Conceptual yet alluring, the collection balances philosophical depth with technical couture mastery.Image courtesy: wwd

Not Looking Indian, But Coming From India

While Gupta is acutely aware of his position as an Indian designer on the haute couture calendar, his approach to representation remains nuanced. “I don’t try to make my work look Indian,” he says. “I try to make it come from India.” For him, that means carrying forward philosophical depth, spiritual inquiry, and a reverence for craftsmanship through a global visual language. This visionary attempt is best realised through his veiled saree, imagined in a lemon yellow shade. While this is barely the first saree-gown from the couturier, for the first time, the centuries-old drape seems to have reached a level of unmatched perfection, proportion, and poise in the designer’s hands.

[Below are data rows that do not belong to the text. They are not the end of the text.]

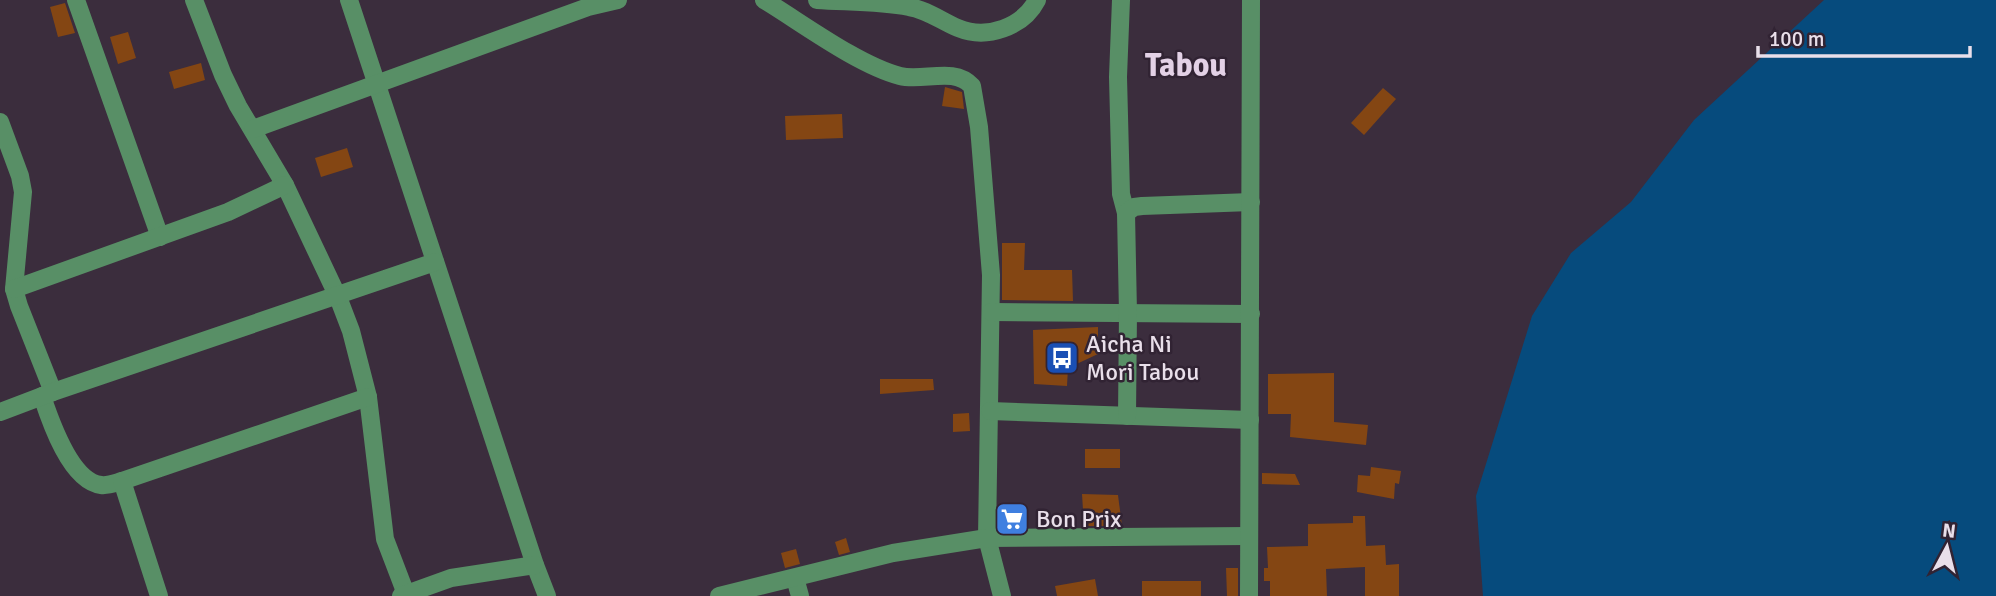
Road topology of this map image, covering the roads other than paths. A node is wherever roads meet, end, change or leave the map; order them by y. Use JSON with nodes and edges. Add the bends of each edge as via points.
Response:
{"nodes":[{"id":1,"x":76,"y":0,"type":"edge"},
{"id":2,"x":194,"y":0,"type":"edge"},
{"id":3,"x":349,"y":0,"type":"edge"},
{"id":4,"x":618,"y":0,"type":"edge"},
{"id":5,"x":764,"y":0,"type":"edge"},
{"id":6,"x":817,"y":0,"type":"edge"},
{"id":7,"x":1037,"y":0,"type":"edge"},
{"id":8,"x":1121,"y":0,"type":"edge"},
{"id":9,"x":1251,"y":0,"type":"edge"},
{"id":10,"x":909,"y":3,"type":"edge"},
{"id":11,"x":376,"y":83,"type":"junction"},
{"id":12,"x":0,"y":122,"type":"edge"},
{"id":13,"x":253,"y":129,"type":"junction"},
{"id":14,"x":285,"y":185,"type":"junction"},
{"id":15,"x":1251,"y":202,"type":"junction"},
{"id":16,"x":1126,"y":213,"type":"junction"},
{"id":17,"x":160,"y":237,"type":"junction"},
{"id":18,"x":435,"y":262,"type":"junction"},
{"id":19,"x":14,"y":289,"type":"junction"},
{"id":20,"x":338,"y":297,"type":"junction"},
{"id":21,"x":990,"y":312,"type":"junction"},
{"id":22,"x":1128,"y":313,"type":"junction"},
{"id":23,"x":1251,"y":314,"type":"junction"},
{"id":24,"x":47,"y":394,"type":"junction"},
{"id":25,"x":368,"y":397,"type":"junction"},
{"id":26,"x":990,"y":411,"type":"junction"},
{"id":27,"x":0,"y":412,"type":"edge"},
{"id":28,"x":1126,"y":416,"type":"junction"},
{"id":29,"x":1250,"y":421,"type":"junction"},
{"id":30,"x":122,"y":481,"type":"junction"},
{"id":31,"x":1249,"y":536,"type":"junction"},
{"id":32,"x":986,"y":538,"type":"junction"},
{"id":33,"x":535,"y":565,"type":"junction"},
{"id":34,"x":795,"y":578,"type":"junction"},
{"id":35,"x":404,"y":595,"type":"edge"},
{"id":36,"x":159,"y":596,"type":"edge"},
{"id":37,"x":547,"y":596,"type":"edge"},
{"id":38,"x":719,"y":596,"type":"edge"},
{"id":39,"x":800,"y":596,"type":"edge"},
{"id":40,"x":1003,"y":596,"type":"edge"},
{"id":41,"x":1249,"y":596,"type":"edge"}],
"edges":[{"from":1,"to":17,"type":"street"},
{"from":2,"to":13,"type":"street","via":[[223,75]]},
{"from":3,"to":11,"type":"street"},
{"from":4,"to":11,"type":"street"},
{"from":5,"to":21,"type":"street","via":[[886,72],[905,77],[943,75],[972,86],[989,235]]},
{"from":6,"to":10,"type":"street"},
{"from":7,"to":10,"type":"street","via":[[1009,28],[994,31],[962,30]]},
{"from":8,"to":16,"type":"street","via":[[1118,77],[1121,194]]},
{"from":9,"to":15,"type":"street"},
{"from":11,"to":13,"type":"street"},
{"from":11,"to":18,"type":"street"},
{"from":12,"to":19,"type":"street","via":[[23,192]]},
{"from":13,"to":14,"type":"street"},
{"from":14,"to":17,"type":"street"},
{"from":14,"to":20,"type":"street"},
{"from":15,"to":16,"type":"street","via":[[1142,206]]},
{"from":15,"to":23,"type":"street"},
{"from":16,"to":22,"type":"street"},
{"from":17,"to":19,"type":"street"},
{"from":18,"to":20,"type":"street"},
{"from":18,"to":33,"type":"street"},
{"from":19,"to":24,"type":"street"},
{"from":20,"to":24,"type":"street"},
{"from":20,"to":25,"type":"street"},
{"from":21,"to":22,"type":"street"},
{"from":21,"to":26,"type":"street"},
{"from":22,"to":23,"type":"street"},
{"from":22,"to":28,"type":"street"},
{"from":23,"to":29,"type":"street"},
{"from":24,"to":27,"type":"street"},
{"from":24,"to":30,"type":"street","via":[[58,442],[79,470],[100,485]]},
{"from":25,"to":30,"type":"street"},
{"from":25,"to":35,"type":"street","via":[[385,539]]},
{"from":26,"to":28,"type":"street"},
{"from":26,"to":32,"type":"street"},
{"from":28,"to":29,"type":"street"},
{"from":29,"to":31,"type":"street"},
{"from":30,"to":36,"type":"street"},
{"from":31,"to":32,"type":"street"},
{"from":31,"to":41,"type":"street"},
{"from":32,"to":34,"type":"street","via":[[893,553]]},
{"from":32,"to":40,"type":"street"},
{"from":33,"to":35,"type":"street","via":[[451,578]]},
{"from":33,"to":37,"type":"street"},
{"from":34,"to":38,"type":"street"},
{"from":34,"to":39,"type":"street"}]}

In the heels of a year that has seen multiple outsiders lay their cultural spins on the foundational South Asian drape, Gupta’s carefully measured iteration appears as just the authoritative interpretation we needed on a global stage. “This season, in a quiet way, it also feels meaningful to be sharing that space with another Indian couturier [Rahul Mishra]. It reminds you that representation is not about one voice but about a collective presence finding its place on a global stage.”

Gupta’s Paris return underscores beauty as evolving energy, not fixed aesthetic ideals.Image courtesy: wwd

As his brand expands — with his first bridal collection last August, and the launch of a standalone menswear showroom in Delhi earlier this month — Gupta remains committed to an evolving expansion plan that prioritises organic evolution over erasure of foundational house codes. “Innovation only works if it grows from your roots,” he explains. “The challenge is not to reinvent, but to deepen yourself every season.”

It is a philosophy that strangely finds itself reflected in Gupta’s pre-show ritual as well: a silent, solitary walk, to remind himself why he began designing in the first place. And when the final look exits the runway, celebration comes not in the form of a grand gesture but, “a small dinner with the team,” he says. “The real celebration is seeing their faces when the show is over.”